Data block
☆ ☆ ☆ ☆ ☆

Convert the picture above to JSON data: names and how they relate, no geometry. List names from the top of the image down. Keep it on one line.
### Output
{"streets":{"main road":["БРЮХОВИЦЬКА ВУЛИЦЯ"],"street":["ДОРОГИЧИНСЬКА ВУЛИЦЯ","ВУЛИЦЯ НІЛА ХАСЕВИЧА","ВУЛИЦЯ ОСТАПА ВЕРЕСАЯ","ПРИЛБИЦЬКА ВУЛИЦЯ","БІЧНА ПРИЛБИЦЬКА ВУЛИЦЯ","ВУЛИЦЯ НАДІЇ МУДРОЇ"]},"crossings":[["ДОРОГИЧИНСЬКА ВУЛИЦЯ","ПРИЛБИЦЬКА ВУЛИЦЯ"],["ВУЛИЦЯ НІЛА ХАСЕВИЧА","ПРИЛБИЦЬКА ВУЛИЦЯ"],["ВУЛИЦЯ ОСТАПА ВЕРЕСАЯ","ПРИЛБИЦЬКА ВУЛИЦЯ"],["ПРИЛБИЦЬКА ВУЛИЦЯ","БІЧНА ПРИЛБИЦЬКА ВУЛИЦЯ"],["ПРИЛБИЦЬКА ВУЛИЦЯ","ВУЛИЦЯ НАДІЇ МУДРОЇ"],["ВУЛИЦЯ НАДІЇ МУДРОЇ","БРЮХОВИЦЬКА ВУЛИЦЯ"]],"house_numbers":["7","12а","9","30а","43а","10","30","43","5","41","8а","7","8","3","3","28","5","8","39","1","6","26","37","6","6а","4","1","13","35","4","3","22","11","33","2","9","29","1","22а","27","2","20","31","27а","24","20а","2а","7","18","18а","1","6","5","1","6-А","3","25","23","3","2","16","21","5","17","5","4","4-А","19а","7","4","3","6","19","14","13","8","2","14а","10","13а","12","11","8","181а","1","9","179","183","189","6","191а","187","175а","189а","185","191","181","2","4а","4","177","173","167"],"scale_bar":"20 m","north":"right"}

☆ ☆ ☆ ☆ ☆

Problem requirements
Write the entire listing out again, word for word.

Answer to this task
Convert the picture above to JSON data: names and how they relate, no geometry. List names from the top of the image down. Keep it on one line.
### Output
{"streets":{"main road":["БРЮХОВИЦЬКА ВУЛИЦЯ"],"street":["ДОРОГИЧИНСЬКА ВУЛИЦЯ","ВУЛИЦЯ НІЛА ХАСЕВИЧА","ВУЛИЦЯ ОСТАПА ВЕРЕСАЯ","ПРИЛБИЦЬКА ВУЛИЦЯ","БІЧНА ПРИЛБИЦЬКА ВУЛИЦЯ","ВУЛИЦЯ НАДІЇ МУДРОЇ"]},"crossings":[["ДОРОГИЧИНСЬКА ВУЛИЦЯ","ПРИЛБИЦЬКА ВУЛИЦЯ"],["ВУЛИЦЯ НІЛА ХАСЕВИЧА","ПРИЛБИЦЬКА ВУЛИЦЯ"],["ВУЛИЦЯ ОСТАПА ВЕРЕСАЯ","ПРИЛБИЦЬКА ВУЛИЦЯ"],["ПРИЛБИЦЬКА ВУЛИЦЯ","БІЧНА ПРИЛБИЦЬКА ВУЛИЦЯ"],["ПРИЛБИЦЬКА ВУЛИЦЯ","ВУЛИЦЯ НАДІЇ МУДРОЇ"],["ВУЛИЦЯ НАДІЇ МУДРОЇ","БРЮХОВИЦЬКА ВУЛИЦЯ"]],"house_numbers":["7","12а","9","30а","43а","10","30","43","5","41","8а","7","8","3","3","28","5","8","39","1","6","26","37","6","6а","4","1","13","35","4","3","22","11","33","2","9","29","1","22а","27","2","20","31","27а","24","20а","2а","7","18","18а","1","6","5","1","6-А","3","25","23","3","2","16","21","5","17","5","4","4-А","19а","7","4","3","6","19","14","13","8","2","14а","10","13а","12","11","8","181а","1","9","179","183","189","6","191а","187","175а","189а","185","191","181","2","4а","4","177","173","167"],"scale_bar":"20 m","north":"right"}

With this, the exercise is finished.